Cette semaine, nous avons eu Stevens Demers au Québec et Garth Drabinsky à Toronto. Et récemment Vincent Lacroix, déjà sorti de prison. Bientôt Earl Jones? C'est simple: chaque fois qu'un escroc présumé ou avéré fait face à la justice ici, on a l'impression que les victimes se font avoir une deuxième fois tant la punition est légère. Surtout quand on se compare aux États-Unis.

La peine de 150 ans infligée au fraudeur Bernard Madoff suscite littéralement l'envie chez nous. D'autant qu'avec l'obligation de purger au moins 85% de sa peine, il est assuré de mourir en prison. Mais si vous croyez que les gens qu'il a dépouillés se sentent mieux, détrompez-vous. La vérité, c'est que le système judiciaire, aussi sévère soit-il, ne peut pas grand-chose pour les victimes de fraude. Comme l'a si bien résumé une ex-cliente de Madoff: «Tant que nous ne récupérerons pas notre argent, il n'y aura pas de justice.» Et ça, malheureusement, c'est rarement possible.

 

Ça ne veut pas dire qu'il ne faut pas améliorer notre système. De sérieuses remises en question s'imposent. Ces révoltantes libérations au sixième de la peine, par exemple. Et cet entêtement à considérer les crimes économiques comme non violents. Songez à tous ces aînés contraints, au péril de leur santé, de retourner travailler après avoir été ruinés - de véritables travaux forcés. Si ce n'est pas de la violence physique, on se demande ce que c'est.

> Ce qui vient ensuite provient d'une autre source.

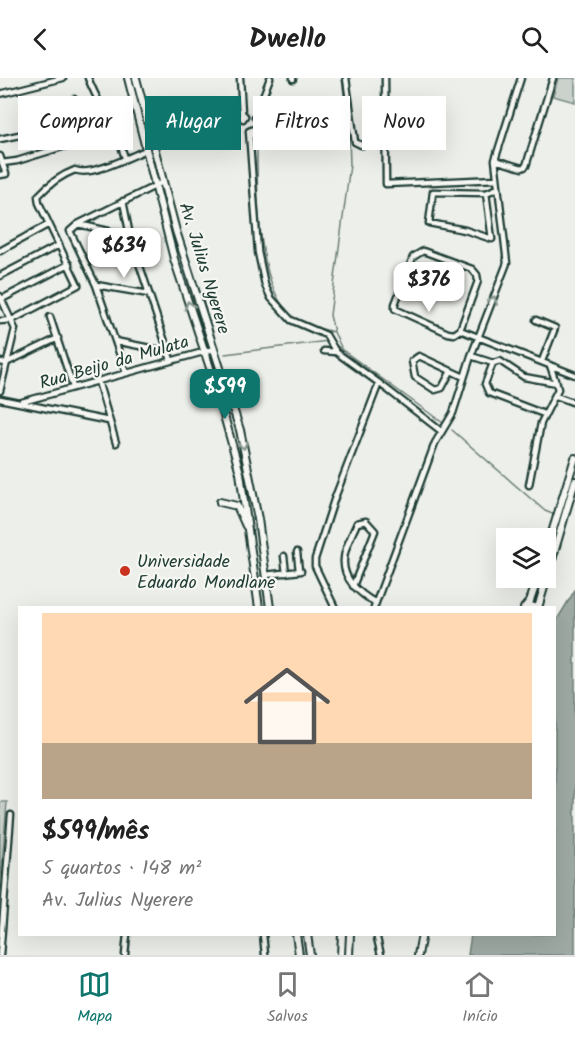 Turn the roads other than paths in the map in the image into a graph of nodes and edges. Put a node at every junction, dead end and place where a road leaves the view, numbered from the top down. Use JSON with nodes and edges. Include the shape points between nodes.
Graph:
{"nodes":[{"id":1,"x":63,"y":78,"type":"edge"},
{"id":2,"x":88,"y":78,"type":"edge"},
{"id":3,"x":128,"y":78,"type":"edge"},
{"id":4,"x":136,"y":78,"type":"edge"},
{"id":5,"x":240,"y":78,"type":"edge"},
{"id":6,"x":270,"y":78,"type":"edge"},
{"id":7,"x":346,"y":78,"type":"edge"},
{"id":8,"x":385,"y":78,"type":"edge"},
{"id":9,"x":520,"y":78,"type":"edge"},
{"id":10,"x":553,"y":78,"type":"edge"},
{"id":11,"x":0,"y":92,"type":"edge"},
{"id":12,"x":96,"y":96,"type":"edge"},
{"id":13,"x":263,"y":96,"type":"edge"},
{"id":14,"x":385,"y":96,"type":"edge"},
{"id":15,"x":144,"y":108,"type":"joint"},
{"id":16,"x":145,"y":112,"type":"edge"},
{"id":17,"x":242,"y":113,"type":"dead end"},
{"id":18,"x":18,"y":136,"type":"edge"},
{"id":19,"x":250,"y":137,"type":"dead end"},
{"id":20,"x":0,"y":139,"type":"edge"},
{"id":21,"x":362,"y":144,"type":"edge"},
{"id":22,"x":145,"y":146,"type":"edge"},
{"id":23,"x":48,"y":150,"type":"edge"},
{"id":24,"x":123,"y":150,"type":"edge"},
{"id":25,"x":146,"y":150,"type":"joint"},
{"id":26,"x":155,"y":150,"type":"edge"},
{"id":27,"x":386,"y":150,"type":"edge"},
{"id":28,"x":0,"y":156,"type":"edge"},
{"id":29,"x":125,"y":158,"type":"junction"},
{"id":30,"x":495,"y":160,"type":"junction"},
{"id":31,"x":2,"y":163,"type":"junction"},
{"id":32,"x":0,"y":175,"type":"edge"},
{"id":33,"x":497,"y":179,"type":"junction"},
{"id":34,"x":163,"y":182,"type":"junction"},
{"id":35,"x":154,"y":185,"type":"junction"},
{"id":36,"x":498,"y":188,"type":"junction"},
{"id":37,"x":486,"y":193,"type":"junction"},
{"id":38,"x":123,"y":201,"type":"junction"},
{"id":39,"x":49,"y":224,"type":"junction"},
{"id":40,"x":78,"y":224,"type":"junction"},
{"id":41,"x":130,"y":236,"type":"junction"},
{"id":42,"x":59,"y":245,"type":"junction"},
{"id":43,"x":0,"y":251,"type":"edge"},
{"id":44,"x":69,"y":264,"type":"junction"},
{"id":45,"x":0,"y":276,"type":"edge"},
{"id":46,"x":96,"y":285,"type":"junction"},
{"id":47,"x":148,"y":294,"type":"junction"},
{"id":48,"x":1,"y":299,"type":"edge"},
{"id":49,"x":50,"y":317,"type":"dead end"},
{"id":50,"x":12,"y":320,"type":"junction"},
{"id":51,"x":536,"y":320,"type":"dead end"},
{"id":52,"x":0,"y":321,"type":"edge"},
{"id":53,"x":460,"y":330,"type":"junction"},
{"id":54,"x":478,"y":337,"type":"junction"},
{"id":55,"x":58,"y":338,"type":"junction"},
{"id":56,"x":115,"y":341,"type":"junction"},
{"id":57,"x":214,"y":349,"type":"junction"},
{"id":58,"x":334,"y":349,"type":"junction"},
{"id":59,"x":203,"y":351,"type":"junction"},
{"id":60,"x":324,"y":351,"type":"dead end"},
{"id":61,"x":170,"y":352,"type":"junction"},
{"id":62,"x":471,"y":356,"type":"junction"},
{"id":63,"x":171,"y":360,"type":"junction"},
{"id":64,"x":0,"y":362,"type":"edge"},
{"id":65,"x":542,"y":362,"type":"junction"},
{"id":66,"x":6,"y":363,"type":"junction"},
{"id":67,"x":493,"y":363,"type":"junction"},
{"id":68,"x":550,"y":365,"type":"junction"},
{"id":69,"x":450,"y":371,"type":"junction"},
{"id":70,"x":126,"y":373,"type":"junction"},
{"id":71,"x":575,"y":375,"type":"edge"},
{"id":72,"x":464,"y":377,"type":"junction"},
{"id":73,"x":98,"y":381,"type":"junction"},
{"id":74,"x":557,"y":383,"type":"junction"},
{"id":75,"x":379,"y":384,"type":"junction"},
{"id":76,"x":73,"y":387,"type":"junction"},
{"id":77,"x":385,"y":388,"type":"junction"},
{"id":78,"x":0,"y":391,"type":"edge"},
{"id":79,"x":375,"y":393,"type":"junction"},
{"id":80,"x":556,"y":396,"type":"junction"},
{"id":81,"x":0,"y":399,"type":"edge"},
{"id":82,"x":22,"y":402,"type":"junction"},
{"id":83,"x":575,"y":403,"type":"edge"},
{"id":84,"x":544,"y":414,"type":"junction"},
{"id":85,"x":109,"y":421,"type":"junction"},
{"id":86,"x":441,"y":431,"type":"junction"},
{"id":87,"x":116,"y":443,"type":"dead end"},
{"id":88,"x":575,"y":458,"type":"edge"},
{"id":89,"x":575,"y":481,"type":"edge"},
{"id":90,"x":529,"y":485,"type":"dead end"},
{"id":91,"x":220,"y":501,"type":"dead end"},
{"id":92,"x":553,"y":528,"type":"edge"},
{"id":93,"x":249,"y":532,"type":"junction"},
{"id":94,"x":297,"y":552,"type":"dead end"},
{"id":95,"x":284,"y":556,"type":"dead end"},
{"id":96,"x":286,"y":573,"type":"junction"},
{"id":97,"x":266,"y":575,"type":"junction"},
{"id":98,"x":353,"y":586,"type":"junction"},
{"id":99,"x":534,"y":588,"type":"edge"},
{"id":100,"x":375,"y":605,"type":"edge"},
{"id":101,"x":259,"y":606,"type":"edge"},
{"id":102,"x":270,"y":606,"type":"edge"},
{"id":103,"x":334,"y":606,"type":"edge"},
{"id":104,"x":526,"y":606,"type":"edge"},
{"id":105,"x":539,"y":606,"type":"edge"},
{"id":106,"x":11,"y":815,"type":"dead end"},
{"id":107,"x":127,"y":936,"type":"edge"},
{"id":108,"x":263,"y":936,"type":"edge"},
{"id":109,"x":296,"y":936,"type":"edge"},
{"id":110,"x":307,"y":936,"type":"edge"},
{"id":111,"x":342,"y":936,"type":"edge"},
{"id":112,"x":350,"y":936,"type":"edge"},
{"id":113,"x":376,"y":936,"type":"edge"},
{"id":114,"x":422,"y":936,"type":"edge"},
{"id":115,"x":0,"y":955,"type":"edge"},
{"id":116,"x":125,"y":955,"type":"edge"},
{"id":117,"x":265,"y":955,"type":"edge"},
{"id":118,"x":299,"y":955,"type":"edge"},
{"id":119,"x":310,"y":955,"type":"edge"},
{"id":120,"x":341,"y":955,"type":"edge"},
{"id":121,"x":349,"y":955,"type":"edge"},
{"id":122,"x":381,"y":955,"type":"edge"},
{"id":123,"x":418,"y":955,"type":"edge"}],
"edges":[{"from":1,"to":11,"type":"street"},
{"from":2,"to":12,"type":"street"},
{"from":3,"to":22,"type":"main road","name":"Av. Julius Nyerere"},
{"from":4,"to":15,"type":"main road","name":"Av. Julius Nyerere"},
{"from":5,"to":17,"type":"street"},
{"from":6,"to":13,"type":"street"},
{"from":7,"to":21,"type":"street","via":[[355,142]]},
{"from":8,"to":14,"type":"street"},
{"from":9,"to":30,"type":"street"},
{"from":10,"to":30,"type":"street","via":[[525,167]]},
{"from":15,"to":16,"type":"main road","name":"Av. Julius Nyerere"},
{"from":18,"to":20,"type":"street"},
{"from":19,"to":58,"type":"street","via":[[258,252],[265,285],[291,320],[326,335]]},
{"from":23,"to":31,"type":"street"},
{"from":24,"to":29,"type":"street"},
{"from":25,"to":29,"type":"street"},
{"from":25,"to":35,"type":"main road","name":"Av. Julius Nyerere"},
{"from":26,"to":34,"type":"main road","name":"Av. Julius Nyerere"},
{"from":27,"to":33,"type":"street","via":[[387,185]]},
{"from":28,"to":31,"type":"street"},
{"from":29,"to":39,"type":"street","via":[[89,171],[66,173],[48,185],[37,199]]},
{"from":30,"to":33,"type":"street"},
{"from":31,"to":32,"type":"street","via":[[6,174]]},
{"from":33,"to":36,"type":"street"},
{"from":34,"to":35,"type":"street"},
{"from":34,"to":57,"type":"main road","name":"Av. Julius Nyerere"},
{"from":35,"to":38,"type":"street"},
{"from":59,"to":35,"type":"main road","name":"Av. Julius Nyerere","one_way":true},
{"from":36,"to":37,"type":"street"},
{"from":54,"to":36,"type":"street","one_way":true,"via":[[508,261]]},
{"from":37,"to":37,"type":"street","via":[[492,239],[429,223],[433,192]]},
{"from":38,"to":40,"type":"street"},
{"from":38,"to":41,"type":"street"},
{"from":39,"to":42,"type":"street"},
{"from":39,"to":43,"type":"street"},
{"from":40,"to":41,"type":"street"},
{"from":40,"to":46,"type":"street","via":[[70,233]]},
{"from":41,"to":47,"type":"street"},
{"from":42,"to":44,"type":"street"},
{"from":42,"to":45,"type":"street"},
{"from":44,"to":48,"type":"street"},
{"from":44,"to":50,"type":"street","via":[[79,283]]},
{"from":46,"to":47,"type":"street"},
{"from":46,"to":56,"type":"street"},
{"from":47,"to":61,"type":"street"},
{"from":48,"to":50,"type":"street"},
{"from":49,"to":55,"type":"street"},
{"from":50,"to":52,"type":"street"},
{"from":50,"to":66,"type":"street","via":[[14,341]]},
{"from":51,"to":65,"type":"street","via":[[555,327]]},
{"from":53,"to":53,"type":"street","via":[[448,333],[395,309],[418,252],[472,269],[477,275]]},
{"from":53,"to":54,"type":"street"},
{"from":54,"to":62,"type":"street"},
{"from":54,"to":65,"type":"street"},
{"from":55,"to":66,"type":"street"},
{"from":55,"to":76,"type":"street"},
{"from":56,"to":61,"type":"street"},
{"from":56,"to":70,"type":"street"},
{"from":57,"to":59,"type":"street","name":"Rua Beijo da Mulata"},
{"from":57,"to":97,"type":"main road","name":"Av. Julius Nyerere","one_way":true,"via":[[240,430]]},
{"from":58,"to":60,"type":"street"},
{"from":58,"to":75,"type":"street"},
{"from":59,"to":63,"type":"street","name":"Rua Beijo da Mulata"},
{"from":59,"to":93,"type":"main road","name":"Av. Julius Nyerere","via":[[240,473]]},
{"from":61,"to":63,"type":"street"},
{"from":62,"to":67,"type":"street"},
{"from":62,"to":72,"type":"street"},
{"from":63,"to":70,"type":"street","name":"Rua Beijo da Mulata"},
{"from":64,"to":66,"type":"street"},
{"from":65,"to":68,"type":"street"},
{"from":66,"to":78,"type":"street"},
{"from":67,"to":74,"type":"street","via":[[500,361],[524,377]]},
{"from":67,"to":84,"type":"street","via":[[486,380],[487,391]]},
{"from":68,"to":71,"type":"street"},
{"from":68,"to":74,"type":"street"},
{"from":69,"to":69,"type":"street","via":[[419,356],[412,361],[415,377],[435,390],[442,388]]},
{"from":69,"to":72,"type":"street"},
{"from":70,"to":73,"type":"street","name":"Rua Beijo da Mulata"},
{"from":72,"to":86,"type":"street","via":[[453,413]]},
{"from":73,"to":76,"type":"street","name":"Rua Beijo da Mulata"},
{"from":73,"to":85,"type":"street"},
{"from":74,"to":80,"type":"street"},
{"from":75,"to":77,"type":"street"},
{"from":75,"to":79,"type":"street"},
{"from":76,"to":82,"type":"street","name":"Rua Beijo da Mulata"},
{"from":77,"to":79,"type":"street"},
{"from":77,"to":86,"type":"street"},
{"from":79,"to":103,"type":"street","via":[[315,559]]},
{"from":80,"to":83,"type":"street"},
{"from":80,"to":84,"type":"street"},
{"from":81,"to":82,"type":"street"},
{"from":82,"to":85,"type":"street"},
{"from":84,"to":90,"type":"street"},
{"from":85,"to":87,"type":"street"},
{"from":86,"to":100,"type":"street"},
{"from":88,"to":92,"type":"main road"},
{"from":89,"to":105,"type":"main road"},
{"from":91,"to":93,"type":"main road","via":[[237,506]]},
{"from":93,"to":101,"type":"main road","name":"Av. Julius Nyerere"},
{"from":94,"to":96,"type":"street","via":[[300,571]]},
{"from":95,"to":96,"type":"street"},
{"from":96,"to":97,"type":"street"},
{"from":97,"to":102,"type":"main road","name":"Av. Julius Nyerere"},
{"from":98,"to":98,"type":"street","via":[[344,558],[357,523],[366,522],[375,531]]},
{"from":98,"to":100,"type":"street"},
{"from":99,"to":104,"type":"main road"},
{"from":106,"to":115,"type":"street"},
{"from":107,"to":116,"type":"street"},
{"from":108,"to":117,"type":"street"},
{"from":109,"to":118,"type":"main road"},
{"from":110,"to":119,"type":"main road"},
{"from":111,"to":120,"type":"main road"},
{"from":112,"to":121,"type":"main road"},
{"from":113,"to":122,"type":"street"},
{"from":114,"to":123,"type":"main road"}]}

Cela étant, il faut regarder la réalité en face. Et admettre que ce n'est pas ce qui effacera le sentiment d'injustice ressenti par les victimes. On le voit bien aux États-Unis avec l'affaire Madoff. Dans certains cas, même la perspective de récupérer l'argent perdu ne suffit pas à panser les plaies. Le fiduciaire calcule en effet la «valeur nette», soit le montant que le client a investi moins les sommes qu'il a retirées au fil des ans. Les épargnants admissibles au fonds d'indemnisation géré par le gouvernement pourront ainsi ravoir jusqu'à un demi-million. Ceux qui avaient investi seulement quelques centaines de milliers de dollars pourront donc retrouver tout l'argent perdu. Pourtant, certains ne sont pas satisfaits. Ils réclament les sommes inscrites sur leurs relevés. Un calcul erroné, fondé sur des rendements fictifs. Mais qui reflète un fait incontestable: cette fraude les a dépouillés de tout rendement. Une autre injustice irréparable.

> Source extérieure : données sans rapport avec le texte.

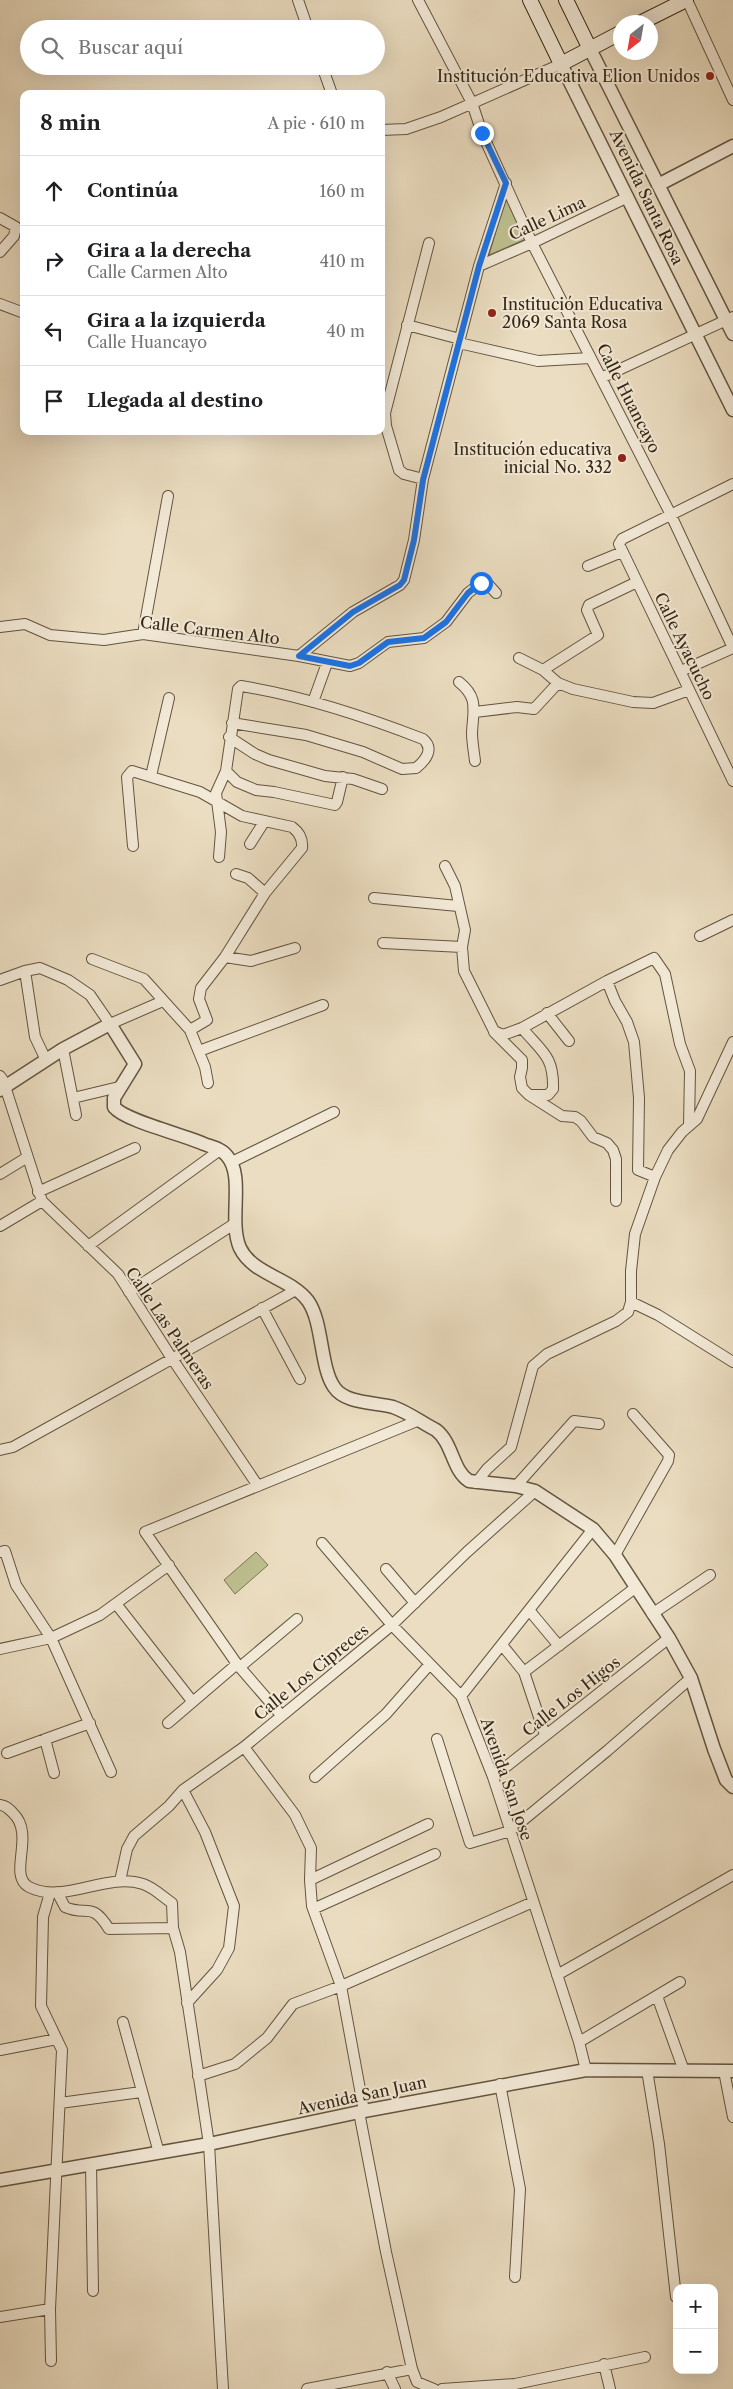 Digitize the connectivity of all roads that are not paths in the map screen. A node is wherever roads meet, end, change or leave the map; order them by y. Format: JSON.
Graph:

Il faut continuer de parler des malheurs des victimes de fraudes. Mais pas seulement pour faire pressions sur les pouvoirs publics. Pour que tous les épargnants prennent conscience des risques auxquels ils s'exposent s'ils confient leur argent à la mauvaise personne.

C'est vrai, le piège est parfois impossible à détecter. Dans bien des cas, par contre, il est évitable. N'oublions pas que de nombreux investisseurs ont refusé de mordre à l'hameçon d'Earl Jones, de Madoff ou de Stevens Demers.

Il ne s'agit pas de blâmer les victimes. Seulement, il faut réaliser que ce n'est pas seulement le système judiciaire qui a besoin d'être renforcé. La méfiance des investisseurs aussi. Car ceux qui ont perdu leur argent peuvent en témoigner: tout ce qui reste au terme d'une fraude, c'est un cuisant sentiment d'injustice. Et ça, aucune sentence n'y pourra rien changer.